Через некоторое время, сердечно распрощавшись с матерью и дочерью Гонделорье и пообещав приходить в гости, Пакетта и Эсмеральда снова направились в Собор. Войдя, присели на скамью у входа, не решаясь сами подняться в келью. Тут их и заприметил звонарь. Фролло успел рассказать своему приёмному сыну историю обретения Эсмеральдой матери. Квазимодо от всей души порадовался за девушку. Но он поначалу побоялся подойти к ним, чтобы не напугать мать девушки, и спрятался за одной из исповедален. Эсмеральда первая заметила его, улыбнулась и прошептала Пакетте:
- Мамочка, вот ещё один мой друг... Ты только не бойся, пожалуйста. Он некрасив, может, даже и страшен, но очень добрый и хороший... - она кивнула головой Квазимодо и жестом поманила его ближе. Пакетта же, увидев звонаря, в первый миг оторопела, но взяла себя в руки и даже сумела улыбнуться, когда он подошёл ближе.
- Мне отец рассказал всю историю с башмачком, - проговорил он, - удивительное чудо. Теперь, Эсмеральда, у тебя есть матушка. Сударыня, - он поклонился Пакетте, - Вы и Ваша дочь всегда будете под надёжной охраной, Квазимодо сможет вас защитить, если что-то плохое случится. А сегодня перед вечерней службой послушайте, как звонят мои колокола.

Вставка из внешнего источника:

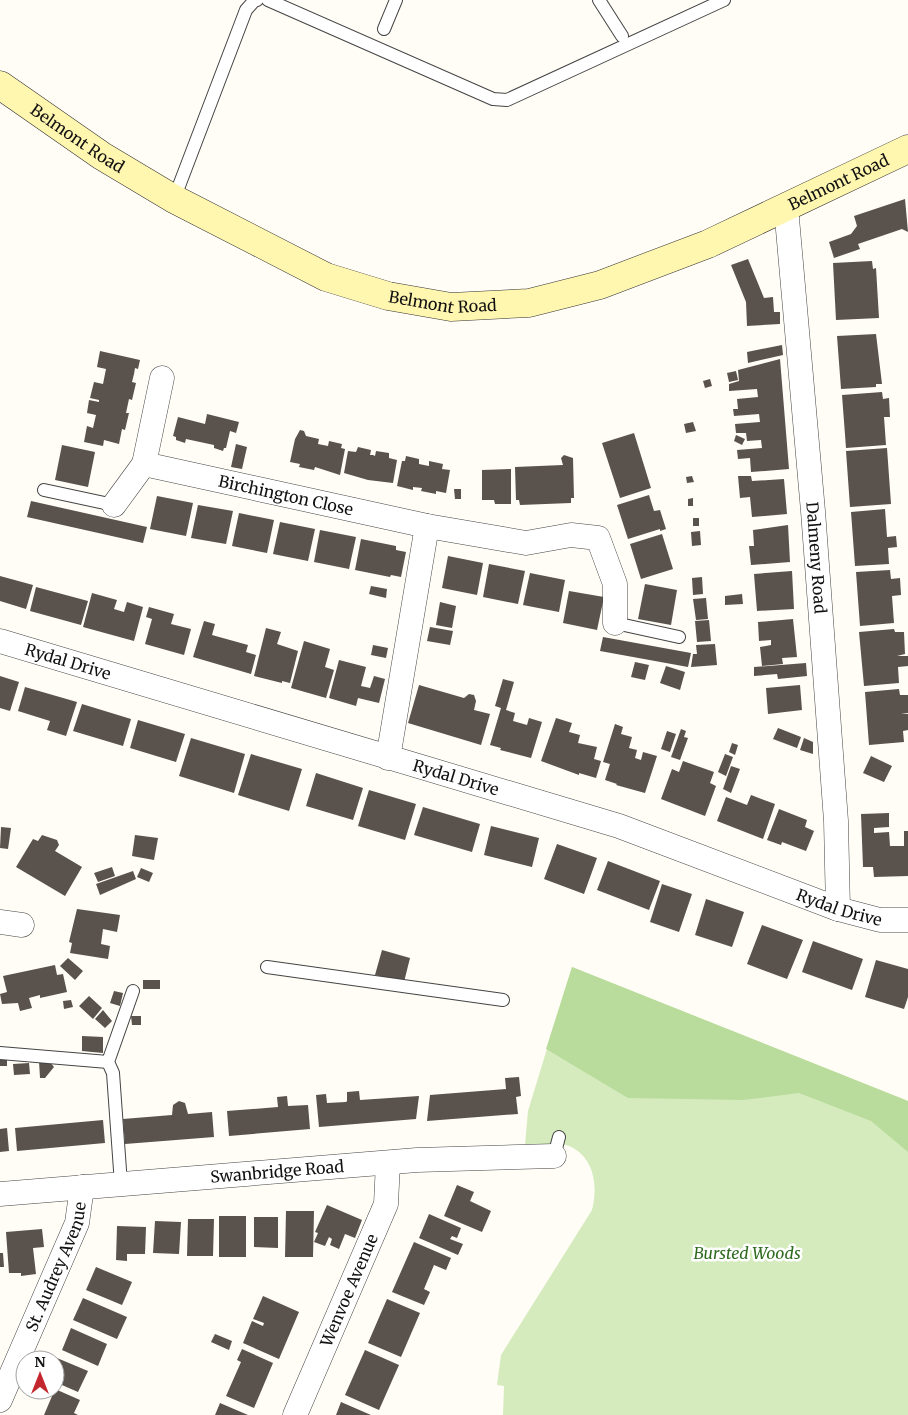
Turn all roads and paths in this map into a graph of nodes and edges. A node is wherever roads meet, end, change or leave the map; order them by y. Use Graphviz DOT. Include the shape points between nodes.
graph roads {
  1 [pos="257,0"];
  2 [pos="268,0"];
  3 [pos="396,0"];
  4 [pos="599,0"];
  5 [pos="724,0"];
  6 [pos="384,29"];
  7 [pos="622,36"];
  8 [pos="0,85"];
  9 [pos="908,148"];
  10 [pos="174,199"];
  11 [pos="786,208"];
  12 [pos="162,378"];
  13 [pos="144,464"];
  14 [pos="44,490"];
  15 [pos="114,505"];
  16 [pos="427,526"];
  17 [pos="615,623"];
  18 [pos="679,637"];
  19 [pos="0,641"];
  20 [pos="388,758"];
  21 [pos="838,909"];
  22 [pos="908,920"];
  23 [pos="267,967"];
  24 [pos="133,991"];
  25 [pos="502,1000"];
  26 [pos="0,1053"];
  27 [pos="108,1062"];
  28 [pos="556,1146"];
  29 [pos="388,1163"];
  30 [pos="121,1184"];
  31 [pos="82,1187"];
  32 [pos="0,1194"];
  33 [pos="0,1400"];
  34 [pos="295,1415"];
  1 -- 10 [label="lane" via="246,10"];
  2 -- 5 [label="lane" via="493,99 507,100"];
  3 -- 6 [label="lane"];
  4 -- 7 [label="lane"];
  8 -- 10 [label="street, Belmont Road" via="102,156"];
  9 -- 11 [label="street, Belmont Road"];
  10 -- 11 [label="street, Belmont Road" via="326,277 388,296 451,307 529,303 600,286 708,244"];
  11 -- 21 [label="street, Dalmeny Road" via="836,812"];
  12 -- 13 [label="street"];
  13 -- 15 [label="street"];
  13 -- 16 [label="street, Birchington Close"];
  14 -- 15 [label="lane"];
  16 -- 17 [label="street, Birchington Close" via="526,543 571,535 598,538 615,584"];
  16 -- 20 [label="street"];
  17 -- 18 [label="lane"];
  19 -- 20 [label="street, Rydal Drive"];
  20 -- 21 [label="street, Rydal Drive" via="619,826"];
  21 -- 22 [label="street, Rydal Drive" via="880,920"];
  23 -- 25 [label="lane"];
  24 -- 27 [label="lane"];
  26 -- 27 [label="lane"];
  27 -- 30 [label="lane" via="113,1073"];
  28 -- 29 [label="street, Swanbridge Road"];
  29 -- 30 [label="street, Swanbridge Road"];
  29 -- 34 [label="street, Wenvoe Avenue" via="386,1204"];
  30 -- 31 [label="street, Swanbridge Road"];
  31 -- 32 [label="street, Swanbridge Road"];
  31 -- 33 [label="street, St. Audrey Avenue" via="77,1223"];
}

- Конечно, Квазимодо, я же обещала тебе, - сказала девушка. В этот момент они увидели идущих к ним Фролло и Гренгуара. Поэт и священник были изумлены преображением бывшей затворницы из страшной старухи с морщинистым лицом, грубыми руками и неопрятными патлами волос в миловидную женщину средних лет, коей она и была. И только пережитые страдания почти лишили её человеческого облика. Но теперь всё менялось к лучшему. Словно бы не прекратившийся до сих пор снегопад заметал невзгоды.
- Ваше временное обиталище готово, - сказал архидьякон и в сопровождении Квазимодо повёл мать и дочь к кельям рядом со своей. Гренгуар следовал за ними. По пути он передал Эсмеральде оба башмачка, подобранные им со снега Гревской площади, и прошептал:
- Теперь они всегда будут храниться вместе.
Две кельи по соседству с архидьяконской, хоть и были убраны в соответствии со строгими правилами монашеского устава, казались обитателям Двора Чудес и Роландовой башни прекрасным приютом. В келье Эсмеральды и Пакетты было две лежанки, а у Пьера одна, вот и всё отличие. В каждой из келий было по маленькому столу и паре стульев, очаг и полка с небольшим набором утвари. О пропитании Фролло велел им не беспокоиться, сказав, что трапезная Собора к их услугам.